Antaeotricha corvigera

Scientific classification
- Domain: Eukaryota
- Kingdom: Animalia
- Phylum: Arthropoda
- Class: Insecta
- Order: Lepidoptera
- Family: Depressariidae
- Genus: Antaeotricha
- Species: A. corvigera
- Binomial name: Antaeotricha corvigera Meyrick, 1915

= Antaeotricha corvigera =

- Authority: Meyrick, 1915

Species of moth

Antaeotricha corvigera is a moth of the family Depressariidae first described by Edward Meyrick in 1915. It is found in Guyana and Peru.

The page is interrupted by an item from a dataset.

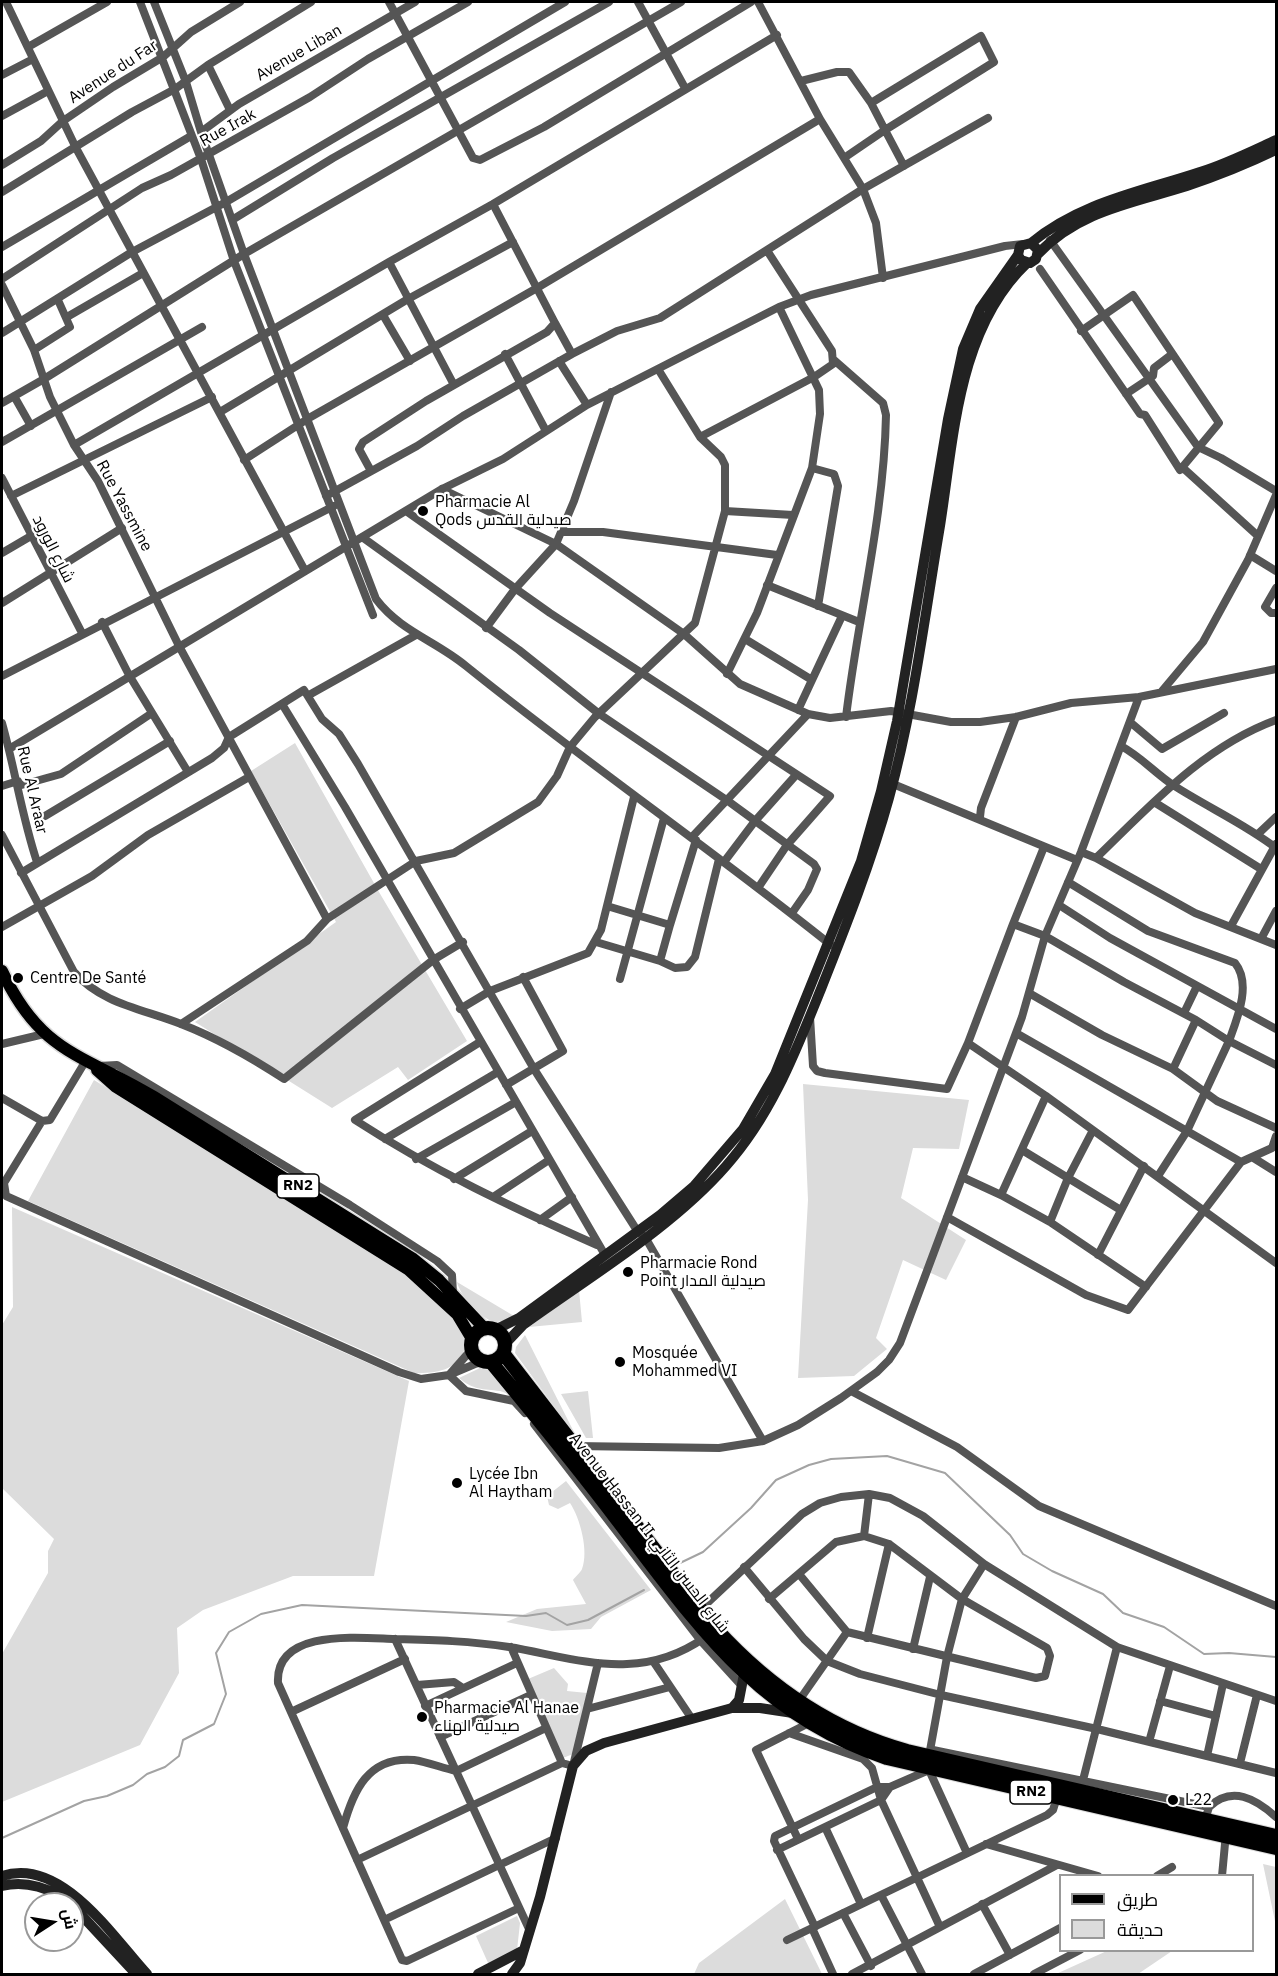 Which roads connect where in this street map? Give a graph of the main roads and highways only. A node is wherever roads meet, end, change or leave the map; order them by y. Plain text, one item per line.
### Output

The wingspan is about 19 mm. The forewings are white with an irregular dark fuscous streak from the base of the costa to the disc at one-fourth, its apex forming an angulated hook above and a sharp projection beneath. There is a small dark fuscous mark on the costa before one-fourth and an oblique curved dark fuscous mark on the end of the cell, as well as a more or less interrupted fuscous and dark fuscous line from the middle of the costa to three-fourths of the dorsum excurved behind this. A small dark fuscous spot is found on the costa near the apex and sometimes there are two series of faint pale greyish spots towards the termen. A series of dark fuscous marks is found around the posterior half of the costa, termen and tornus. The hindwings are ochreous whitish with the costal margin expanded from the base to three-fifths, with long rough projecting hairscales, whitish above and dark grey beneath, and also with a projection of scales at four-fifths, so as to appear excavated between these, and with a long subcostal pencil of pale ochreous-yellowish hairs lying beneath the forewings. The apical margin is marked interruptedly with dark fuscous.